Pictured people or hands with joints
+ + + + +

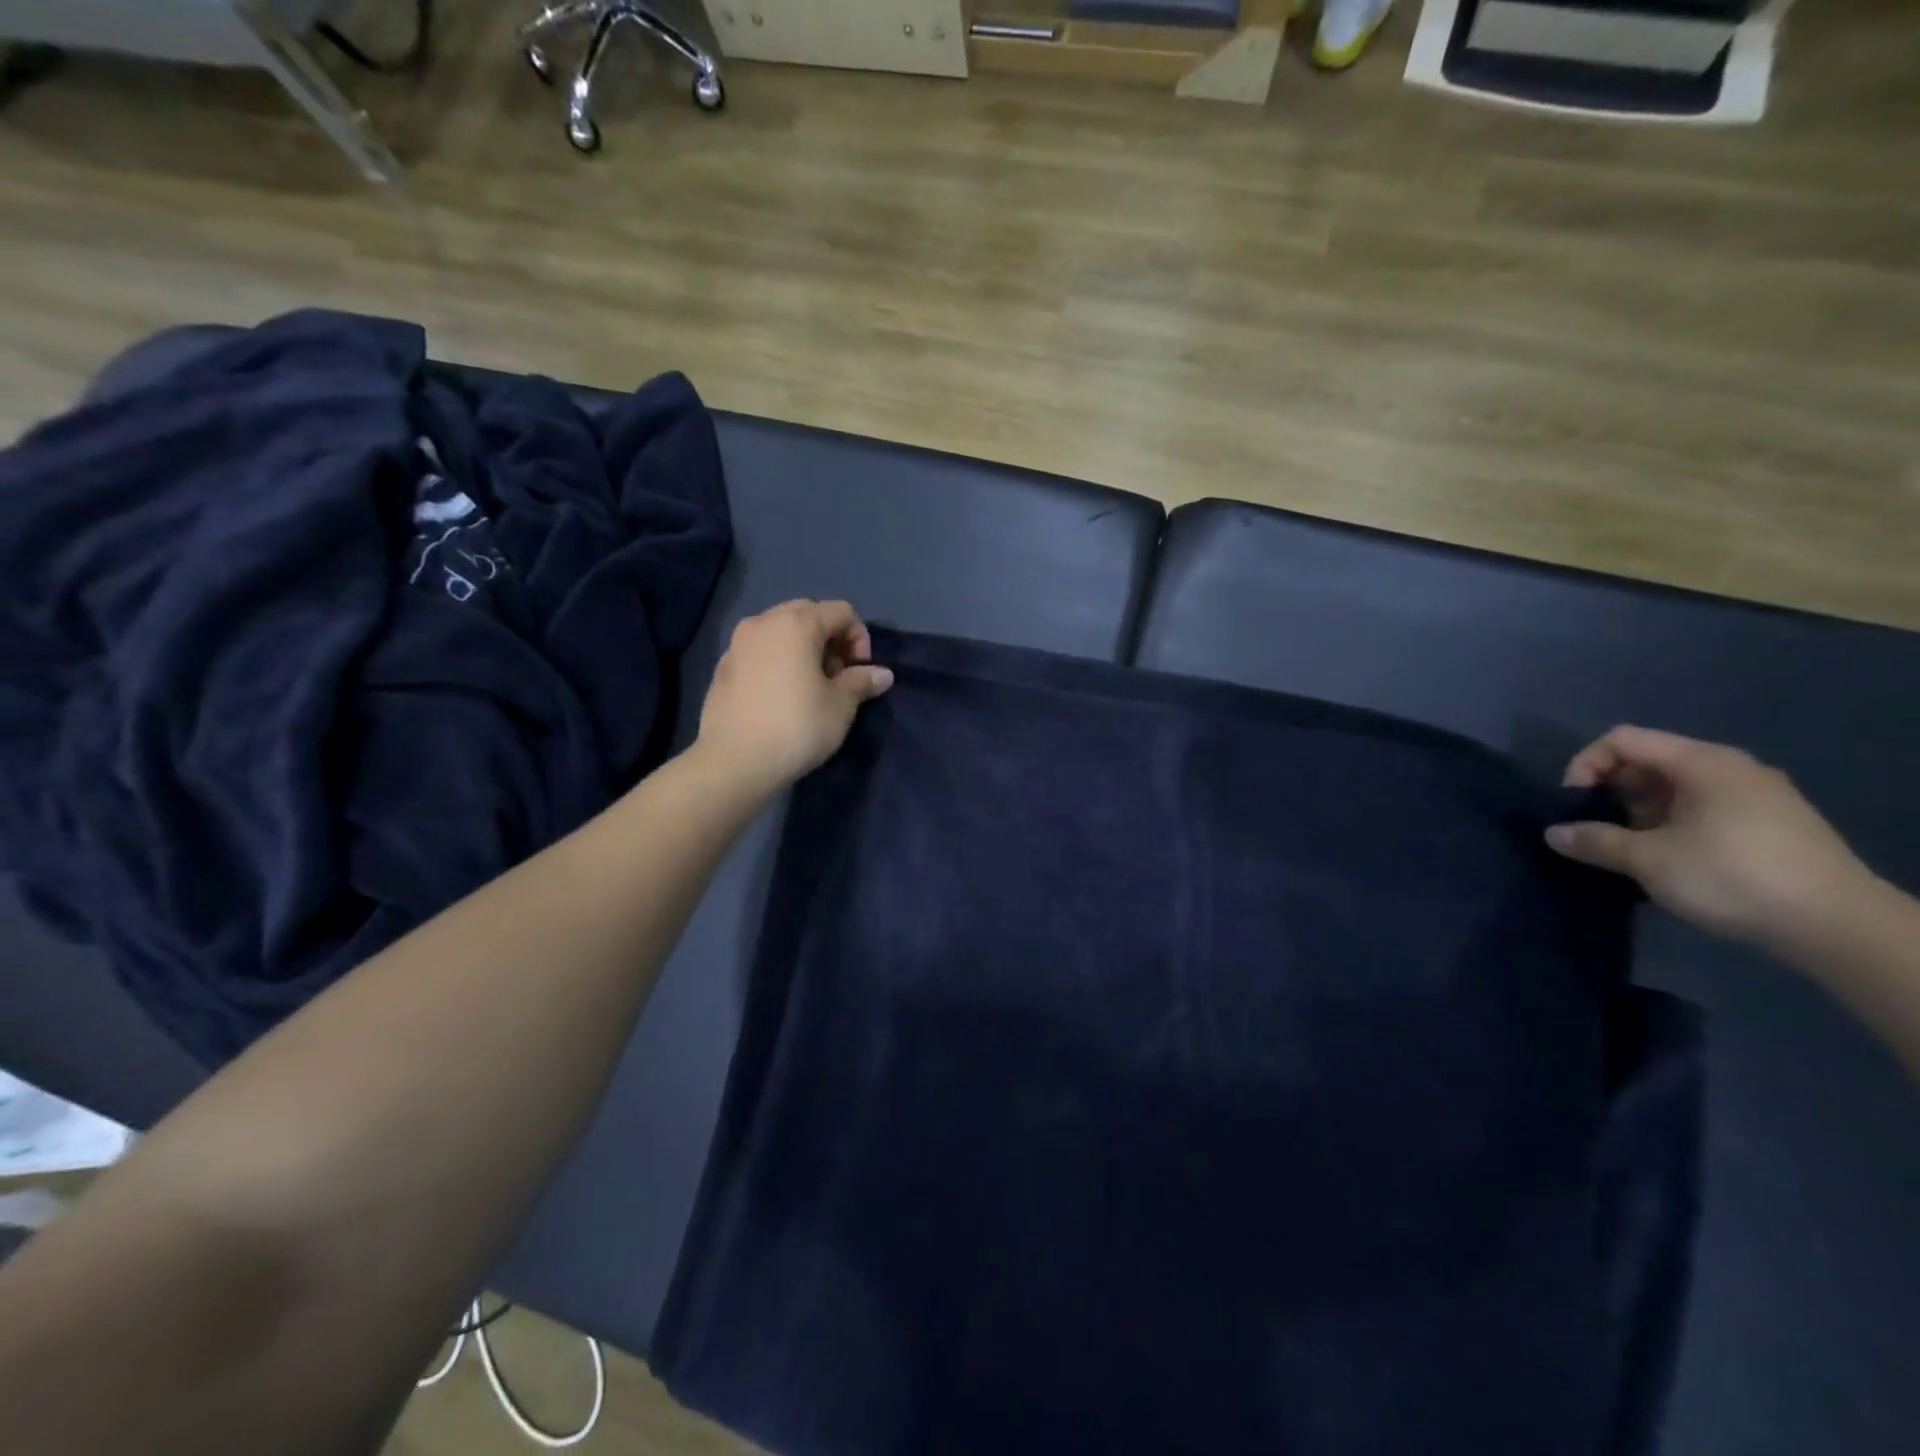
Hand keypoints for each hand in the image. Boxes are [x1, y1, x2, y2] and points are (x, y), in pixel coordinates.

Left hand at [694, 600, 893, 796]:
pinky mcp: (722, 667)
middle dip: (830, 640)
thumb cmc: (797, 727)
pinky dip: (777, 662)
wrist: (734, 762)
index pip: (841, 611)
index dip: (860, 638)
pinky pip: (760, 652)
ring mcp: (738, 643)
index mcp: (797, 623)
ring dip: (803, 649)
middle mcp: (764, 622)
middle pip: (808, 614)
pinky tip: (781, 697)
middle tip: (836, 677)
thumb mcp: (840, 706)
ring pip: (780, 631)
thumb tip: (883, 674)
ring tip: (810, 687)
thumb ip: (861, 682)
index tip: (860, 673)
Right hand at [1545, 726, 1869, 951]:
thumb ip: (1594, 841)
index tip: (1573, 805)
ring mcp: (1755, 795)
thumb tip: (1552, 833)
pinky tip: (1667, 860)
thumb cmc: (1732, 877)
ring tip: (1627, 850)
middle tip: (1595, 830)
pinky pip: (1702, 808)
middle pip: (1647, 762)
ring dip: (1639, 813)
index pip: (1621, 740)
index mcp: (1701, 763)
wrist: (1838, 925)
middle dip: (1610, 792)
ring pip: (1674, 788)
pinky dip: (1671, 825)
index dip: (1585, 766)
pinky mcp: (1770, 823)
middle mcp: (1730, 768)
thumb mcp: (1649, 860)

+ + + + +

### TASK ITEM
Give back the line containing "wrist: (1838, 925)" and all the lines after it through the end of the records, unchanged.

### TASK ANSWER
wrist: (1838, 925)
middle dip: (1610, 792)
ring pip: (1674, 788)
pinky dip: (1671, 825)
index dip: (1585, 766)
pinky mcp: (1770, 823)
middle mcp: (1730, 768)
thumb mcp: (1649, 860)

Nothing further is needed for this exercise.